If arglist is present, it must be a list of zero or more argument names, and name is then defined as a parameterized form. When used in an rx expression as (name arg…), each arg will replace the corresponding argument name inside rx-form.

arglist may end in &rest and one final argument name, denoting a rest parameter. The rest parameter will expand to all extra actual argument values not matched by any other parameter in arglist, spliced into rx-form where it occurs. Example:

(rx-define moan (x y &rest r) (seq x (one-or-more y) r "!"))
(rx (moan "MOO" "A" "MEE" "OW"))
β‡’ "MOOA+MEEOW!"

Since the definition is global, it is recommended to give name a package prefix to avoid name clashes with definitions elsewhere, as is usual when naming non-local variables and functions.

macro rx-let (bindings…) body…​

Make the rx definitions in bindings available locally for rx macro invocations in body, which is then evaluated.

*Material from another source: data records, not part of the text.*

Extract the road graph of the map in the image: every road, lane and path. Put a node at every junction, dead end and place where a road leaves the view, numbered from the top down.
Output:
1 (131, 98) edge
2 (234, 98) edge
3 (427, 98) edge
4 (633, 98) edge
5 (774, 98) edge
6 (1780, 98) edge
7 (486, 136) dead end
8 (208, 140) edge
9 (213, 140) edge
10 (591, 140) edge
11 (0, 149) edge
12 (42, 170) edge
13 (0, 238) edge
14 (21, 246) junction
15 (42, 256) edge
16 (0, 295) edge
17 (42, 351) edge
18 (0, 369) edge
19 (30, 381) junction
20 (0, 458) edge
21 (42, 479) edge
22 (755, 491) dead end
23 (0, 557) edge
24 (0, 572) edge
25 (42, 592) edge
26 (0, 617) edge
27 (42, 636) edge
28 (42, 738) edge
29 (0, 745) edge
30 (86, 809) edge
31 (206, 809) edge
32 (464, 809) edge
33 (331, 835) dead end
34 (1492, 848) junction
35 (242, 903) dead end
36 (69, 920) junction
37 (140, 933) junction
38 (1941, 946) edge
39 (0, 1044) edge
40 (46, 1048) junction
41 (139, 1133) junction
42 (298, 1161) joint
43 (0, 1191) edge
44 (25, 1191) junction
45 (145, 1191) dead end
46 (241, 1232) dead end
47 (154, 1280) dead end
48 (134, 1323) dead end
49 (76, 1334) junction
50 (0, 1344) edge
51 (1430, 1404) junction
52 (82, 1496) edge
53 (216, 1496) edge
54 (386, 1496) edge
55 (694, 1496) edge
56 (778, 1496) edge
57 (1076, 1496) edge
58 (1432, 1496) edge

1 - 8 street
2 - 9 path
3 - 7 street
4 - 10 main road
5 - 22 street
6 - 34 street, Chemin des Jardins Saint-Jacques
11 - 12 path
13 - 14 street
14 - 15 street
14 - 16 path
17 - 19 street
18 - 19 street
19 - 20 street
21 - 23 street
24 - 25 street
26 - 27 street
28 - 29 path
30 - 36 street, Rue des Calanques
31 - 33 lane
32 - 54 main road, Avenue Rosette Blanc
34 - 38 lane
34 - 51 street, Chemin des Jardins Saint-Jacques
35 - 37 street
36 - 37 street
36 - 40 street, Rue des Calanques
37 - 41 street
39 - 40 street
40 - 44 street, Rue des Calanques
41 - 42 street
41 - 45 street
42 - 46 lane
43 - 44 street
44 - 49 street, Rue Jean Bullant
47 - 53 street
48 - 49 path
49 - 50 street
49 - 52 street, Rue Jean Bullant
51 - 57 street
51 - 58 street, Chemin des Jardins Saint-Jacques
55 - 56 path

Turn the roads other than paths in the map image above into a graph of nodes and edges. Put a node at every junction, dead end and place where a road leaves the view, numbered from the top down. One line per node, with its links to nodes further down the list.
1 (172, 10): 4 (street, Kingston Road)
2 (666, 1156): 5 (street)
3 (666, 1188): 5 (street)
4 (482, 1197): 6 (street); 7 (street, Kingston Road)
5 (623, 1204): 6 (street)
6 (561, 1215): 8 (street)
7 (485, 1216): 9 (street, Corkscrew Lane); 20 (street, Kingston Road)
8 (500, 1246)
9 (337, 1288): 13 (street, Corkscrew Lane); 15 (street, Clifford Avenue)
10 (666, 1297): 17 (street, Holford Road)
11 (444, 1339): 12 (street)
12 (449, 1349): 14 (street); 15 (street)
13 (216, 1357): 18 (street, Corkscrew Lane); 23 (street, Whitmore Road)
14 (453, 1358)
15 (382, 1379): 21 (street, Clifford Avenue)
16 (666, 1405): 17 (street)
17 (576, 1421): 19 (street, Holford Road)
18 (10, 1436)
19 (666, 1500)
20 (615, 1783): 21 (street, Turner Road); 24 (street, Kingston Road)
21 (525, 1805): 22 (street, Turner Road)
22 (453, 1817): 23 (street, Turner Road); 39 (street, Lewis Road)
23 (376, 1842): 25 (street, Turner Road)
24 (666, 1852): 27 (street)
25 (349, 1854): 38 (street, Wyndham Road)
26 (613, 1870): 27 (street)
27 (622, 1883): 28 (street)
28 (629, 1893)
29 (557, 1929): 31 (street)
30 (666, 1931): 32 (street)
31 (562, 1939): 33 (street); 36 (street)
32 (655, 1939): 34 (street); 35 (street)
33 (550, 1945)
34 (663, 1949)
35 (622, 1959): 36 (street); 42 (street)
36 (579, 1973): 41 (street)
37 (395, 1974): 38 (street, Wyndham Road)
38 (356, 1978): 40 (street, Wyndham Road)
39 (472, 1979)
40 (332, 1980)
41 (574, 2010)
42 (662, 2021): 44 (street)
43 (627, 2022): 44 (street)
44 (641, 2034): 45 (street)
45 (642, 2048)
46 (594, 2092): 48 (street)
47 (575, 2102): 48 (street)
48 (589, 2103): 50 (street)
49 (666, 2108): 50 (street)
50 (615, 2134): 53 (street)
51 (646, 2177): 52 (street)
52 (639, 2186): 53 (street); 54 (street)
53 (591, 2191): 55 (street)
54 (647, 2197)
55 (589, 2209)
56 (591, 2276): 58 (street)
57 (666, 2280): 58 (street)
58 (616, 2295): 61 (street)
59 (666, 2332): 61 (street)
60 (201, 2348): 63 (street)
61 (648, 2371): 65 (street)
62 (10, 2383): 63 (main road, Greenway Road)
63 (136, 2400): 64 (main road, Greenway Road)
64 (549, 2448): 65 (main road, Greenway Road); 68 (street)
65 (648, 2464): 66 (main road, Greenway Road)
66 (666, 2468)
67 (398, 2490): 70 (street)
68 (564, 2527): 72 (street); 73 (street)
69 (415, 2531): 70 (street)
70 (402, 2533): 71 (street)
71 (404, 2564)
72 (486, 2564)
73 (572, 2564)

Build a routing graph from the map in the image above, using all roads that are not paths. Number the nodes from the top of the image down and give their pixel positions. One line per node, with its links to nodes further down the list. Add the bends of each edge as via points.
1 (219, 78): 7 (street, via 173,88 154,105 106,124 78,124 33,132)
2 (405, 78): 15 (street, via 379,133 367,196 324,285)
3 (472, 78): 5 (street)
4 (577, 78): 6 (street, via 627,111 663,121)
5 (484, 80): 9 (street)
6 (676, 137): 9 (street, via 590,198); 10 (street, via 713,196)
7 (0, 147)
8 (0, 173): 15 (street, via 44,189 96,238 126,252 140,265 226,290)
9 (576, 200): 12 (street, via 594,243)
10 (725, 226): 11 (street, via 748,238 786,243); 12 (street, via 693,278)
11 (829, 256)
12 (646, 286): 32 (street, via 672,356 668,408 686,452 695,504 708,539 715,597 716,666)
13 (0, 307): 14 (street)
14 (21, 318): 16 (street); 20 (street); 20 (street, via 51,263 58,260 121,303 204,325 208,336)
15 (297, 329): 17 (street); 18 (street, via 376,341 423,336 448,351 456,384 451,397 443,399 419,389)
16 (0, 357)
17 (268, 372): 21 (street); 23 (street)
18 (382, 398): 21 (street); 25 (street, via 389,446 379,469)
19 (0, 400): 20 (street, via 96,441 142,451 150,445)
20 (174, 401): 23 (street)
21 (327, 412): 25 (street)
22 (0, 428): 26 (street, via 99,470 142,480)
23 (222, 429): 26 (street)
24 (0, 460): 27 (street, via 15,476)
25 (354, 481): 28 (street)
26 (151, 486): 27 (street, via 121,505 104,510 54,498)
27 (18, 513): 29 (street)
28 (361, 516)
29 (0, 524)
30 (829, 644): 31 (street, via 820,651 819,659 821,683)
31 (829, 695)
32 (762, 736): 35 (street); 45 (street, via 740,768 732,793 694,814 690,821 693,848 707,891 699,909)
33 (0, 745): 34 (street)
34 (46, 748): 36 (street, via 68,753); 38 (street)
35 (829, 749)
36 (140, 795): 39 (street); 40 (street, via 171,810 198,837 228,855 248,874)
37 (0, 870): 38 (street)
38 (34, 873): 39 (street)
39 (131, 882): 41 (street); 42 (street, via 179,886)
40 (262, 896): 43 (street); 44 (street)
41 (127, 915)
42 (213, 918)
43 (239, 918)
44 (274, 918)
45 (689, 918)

Each element of bindings is on the form (nameΒ [arglist]Β rx-form), where the parts have the same meaning as in rx-define above. Example:

(rx-let ((comma-separated (item) (seq item (0+ "," item)))
(number (1+ digit))
(numbers (comma-separated number)))
(re-search-forward (rx "(" numbers ")")))

The definitions are only available during the macro-expansion of body, and are thus not present during execution of compiled code.

rx-let can be used not only inside a function, but also at top level to include global variable and function definitions that need to share a common set of rx forms. Since the names are local inside body, there is no need for any package prefixes. Example:

(rx-let ((phone-number (seq (opt ?+) (1+ (any digit ?-)))))
(defun find-next-phone-number ()
(re-search-forward (rx phone-number)))
(defun phone-number-p (string)
(string-match-p (rx bos phone-number eos) string)))

The scope of the rx-let bindings is lexical, which means that they are not visible outside body itself, even in functions called from body.

macro rx-let-eval bindings body…​

Evaluate bindings to a list of bindings as in rx-let, and evaluate body with those bindings in effect for calls to rx-to-string.

This macro is similar to rx-let, except that the bindings argument is evaluated (and thus needs to be quoted if it is a list literal), and the definitions are substituted at run time, which is required for rx-to-string to work. Example:

(rx-let-eval
'((ponder (x) (seq "Where have all the " x " gone?")))
(looking-at (rx-to-string
'(ponder (or "flowers" "young girls"
"left socks")))))

Another difference from rx-let is that the bindings are dynamically scoped, and thus also available in functions called from body. However, they are not visible inside functions defined in body.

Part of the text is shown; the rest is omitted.